Eye For Film >> Movies >> Deafness (2010) Film Review
Deafness
Reviewed by: Andrew Robertson
This is a film all about sound. Traffic noise, initially, and then for all that is said, no dialogue. No subtitles. No qualms, cavils, or compromises. It's well constructed, paced, shot, written and directed by Miroslav Slaboshpitsky, and with expert sound work by Sergiy Stepanskiy. It is set outside a school for deaf-mutes, but that's imparted by action, not words. This might almost be mime, were it not, well, brilliant.
A young man runs. A police car follows, one of those boxy beige-looking types, a Lada or a Trabant. Its engine idles, machinery of the State. From it emerges a bear of a man, Five Eleven rather than Five-Oh. To the chain link fence he goes, notepad in hand. Communication of sorts is had, and someone is brought to the car, ushered in, gently tucked through the door in a gesture familiar to any consumer of cop shows or crime flicks. Past he walks, and round, and into the car himself. There is a surprise, in the shadows. There is conversation, it would seem, lost, obliterated by the engine noise. They hear what they want to hear, but they do a lot to get it.

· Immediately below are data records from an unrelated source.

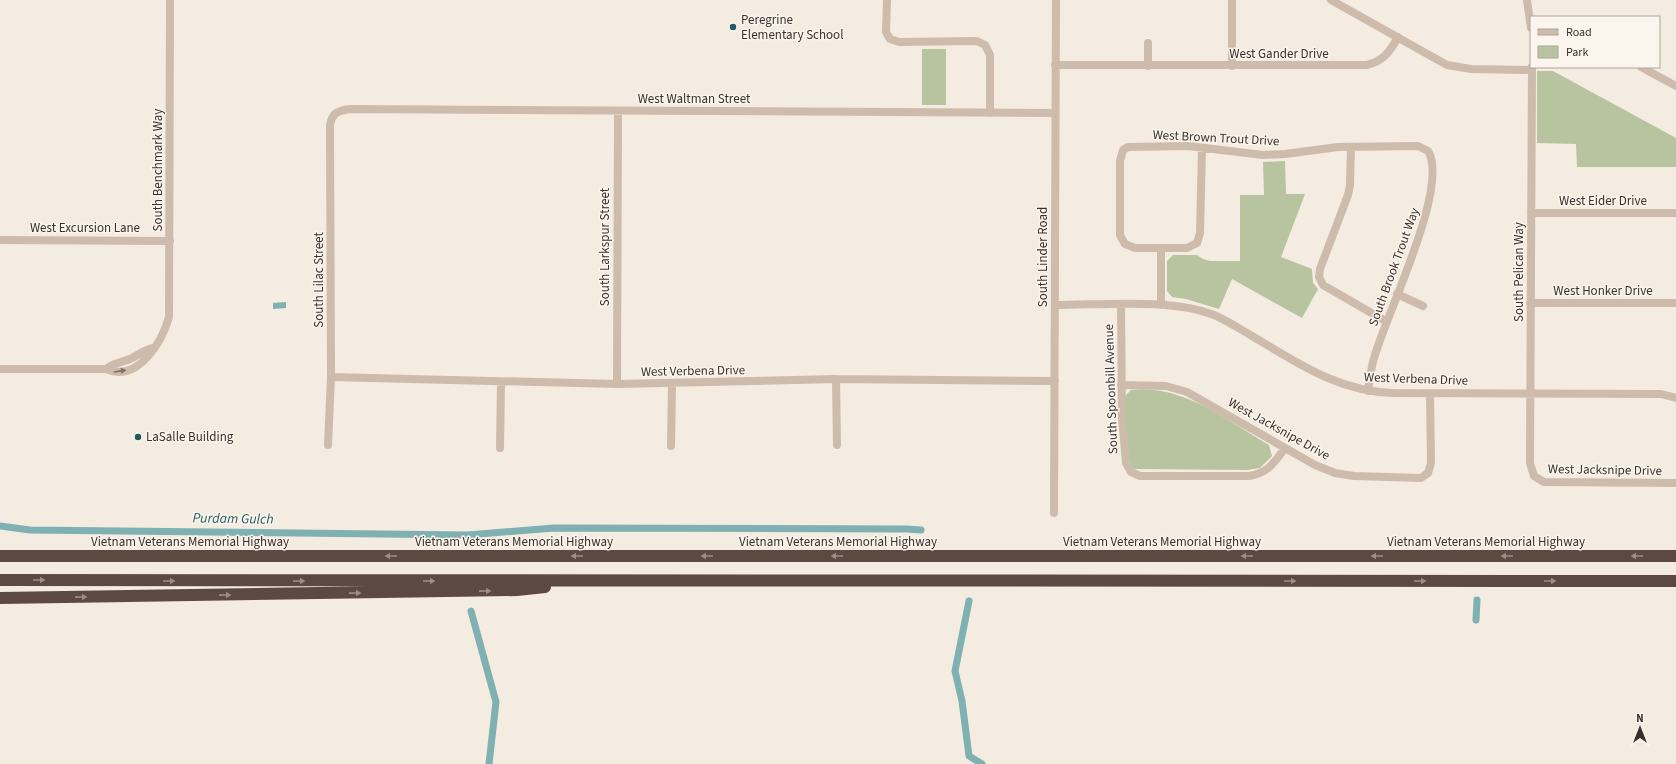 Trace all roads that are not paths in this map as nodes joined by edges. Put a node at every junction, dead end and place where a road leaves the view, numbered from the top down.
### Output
1 (170, 0) edge
2 (887, 0) edge
3 (1056, 0) edge
4 (1232, 0) edge
5 (1331, 0) edge
6 (1527, 0) edge
7 (1530, 20) edge
8 (1398, 37) junction
9 (1148, 43) dead end
10 (1055, 66) junction
11 (1148, 66) junction
12 (1232, 66) junction
13 (1532, 68) edge
14 (1643, 68) edge
15 (1676, 86) edge
16 (618, 111) junction
17 (990, 113) junction
18 (1055, 114) junction
19 (334, 115) joint
20 (1351, 147) junction
21 (1202, 148) junction
22 (1428, 151) joint
23 (1531, 213) junction
24 (1676, 213) edge
25 (0, 240) edge
26 (170, 240) junction
27 (1161, 248) junction
28 (1397, 294) junction
29 (1530, 303) junction
30 (1676, 303) edge
31 (1055, 305) junction
32 (1121, 305) junction
33 (1161, 305) junction
34 (1423, 306) dead end
35 (1387, 322) junction
36 (0, 369) edge
37 (331, 378) junction
38 (836, 379) junction
39 (1055, 381) junction
40 (501, 382) junction
41 (617, 384) junction
42 (672, 384) junction
43 (1121, 385) junction
44 (1368, 391) junction
45 (1430, 393) junction
46 (1530, 393) junction
47 (1676, 398) edge
48 (328, 445) dead end
49 (837, 445) dead end
50 (671, 446) dead end
51 (500, 448) dead end
52 (1285, 448) junction
53 (1534, 476) joint
54 (1676, 483) edge
55 (1054, 513) dead end
56 (0, 551) edge
57 (0, 556) edge
58 (21, 556) junction
59 (1676, 556) edge
60 (0, 580) edge
61 (600, 581) junction
62 (1676, 581) edge
63 (0, 598) edge

1 - 26 street, South Benchmark Way
2 - 17 street
3 - 10 street, South Linder Road
4 - 12 street
5 - 8 street
6 - 7 street
8 - 12 street, West Gander Drive
8 - 13 street
9 - 11 street
10 - 11 street, West Gander Drive
10 - 18 street, South Linder Road
11 - 12 street, West Gander Drive
13 - 23 street, South Pelican Way
14 - 15 street
16 - 17 street, West Waltman Street
16 - 19 street, West Waltman Street
16 - 41 street, South Larkspur Street
17 - 18 street, West Waltman Street
18 - 31 street, South Linder Road
19 - 37 street, South Lilac Street
20 - 21 street, West Brown Trout Drive
20 - 22 street, West Brown Trout Drive
20 - 35 street
21 - 27 street
21 - 27 street, West Brown Trout Drive
22 - 28 street, South Brook Trout Way
23 - 24 street, West Eider Drive
23 - 29 street, South Pelican Way
25 - 26 street, West Excursion Lane
26 - 36 street, South Benchmark Way
27 - 33 street
28 - 34 street
28 - 35 street, South Brook Trout Way
29 - 30 street, West Honker Drive
29 - 46 street, South Pelican Way
31 - 32 street, West Verbena Drive
31 - 39 street, South Linder Road
32 - 33 street, West Verbena Drive
32 - 43 street, South Spoonbill Avenue
33 - 44 street, West Verbena Drive
35 - 44 street, South Brook Trout Way
37 - 40 street, West Verbena Drive
37 - 48 street, South Lilac Street
38 - 39 street, West Verbena Drive
38 - 42 street, West Verbena Drive
38 - 49 street
39 - 55 street, South Linder Road
40 - 41 street, West Verbena Drive
40 - 51 street
41 - 42 street, West Verbena Drive
42 - 50 street
43 - 52 street, West Jacksnipe Drive
43 - 52 street, South Spoonbill Avenue
44 - 45 street, West Verbena Drive
45 - 46 street, West Verbena Drive
45 - 52 street, West Jacksnipe Drive
46 - 47 street, West Verbena Drive
46 - 53 street, South Pelican Way
53 - 54 street, West Jacksnipe Drive
56 - 58 highway
57 - 58 highway, Vietnam Veterans Memorial Highway
59 -> 58 highway, Vietnam Veterans Memorial Highway
60 -> 61 highway
61 -> 62 highway
63 -> 61 highway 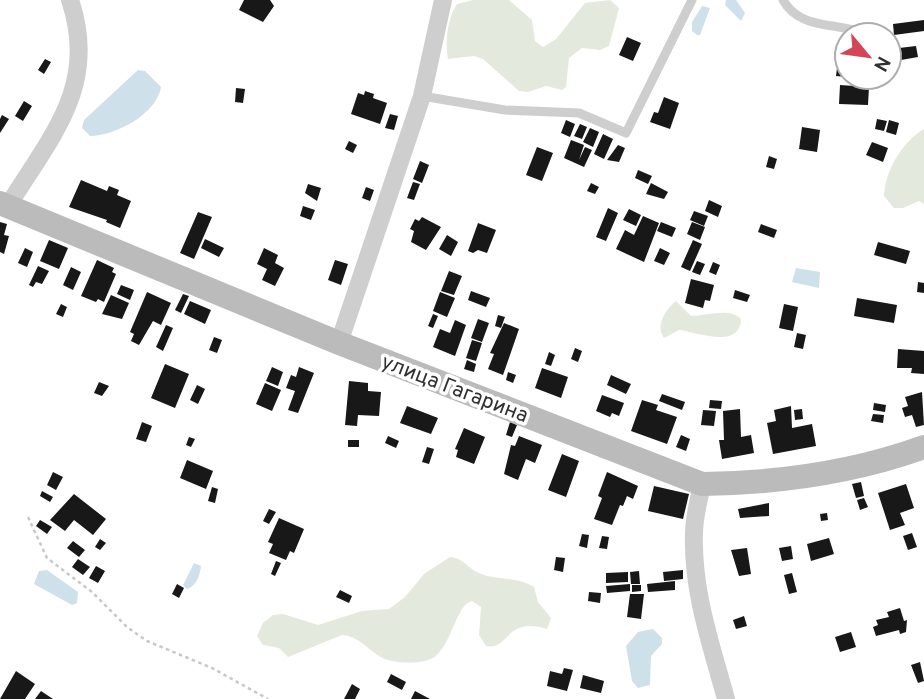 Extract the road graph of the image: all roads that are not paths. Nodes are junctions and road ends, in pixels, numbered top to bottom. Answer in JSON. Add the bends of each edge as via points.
{"nodes":[{"id":1,"x":70,"y":0,"type":"edge"},
{"id":2,"x":443,"y":0,"type":"edge"},
{"id":3,"x":692,"y":0,"type":"edge"},
{"id":4,"x":783,"y":0,"type":"edge"},
{"id":5,"x":833,"y":28,"type":"edge"},
{"id":6,"x":422,"y":96,"type":"junction"},
{"id":7,"x":4,"y":204,"type":"edge"},
{"id":8,"x":339,"y":343,"type":"junction"},
{"id":9,"x":924,"y":447,"type":"edge"},
{"id":10,"x":702,"y":484,"type":"junction"},
{"id":11,"x":726,"y":699,"type":"edge"}],
"edges":[{"from":1,"to":7,"type":"street","via":[[80,54],[73,96]]},
{"from":2,"to":6,"type":"street"},
{"from":3,"to":6,"type":"lane","via":[[626,134],[579,113],[505,110]]},
{"from":4,"to":5,"type":"lane","via":[[801,17]]},
{"from":6,"to":8,"type":"street"},
{"from":7,"to":8,"type":"main road","name":"улица Гагарина"},
{"from":8,"to":10,"type":"main road","name":"улица Гагарина"},
{"from":9,"to":10,"type":"main road","name":"улица Гагарина","via":[[883,462],[765,483]]},
{"from":10,"to":11,"type":"street","via":[[694,566],[699,602]]}]}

It's very good. Secretive policemen, oppression, technical expertise. Universal gestures, constant noise, inaudible conversation. A showcase for communicating a lack of communication. No words, no subtitles, impenetrable credits in an untranslated alphabet.
The only complaints are minor - given the note perfect performance of the burly policeman, the reaction of his student captive isn't as quite as believable. That's it. It might have been nice to have more context, but the essentials are there, enough. One doesn't need flesh if one is drawing a skeleton, but it takes real talent to talk about silence.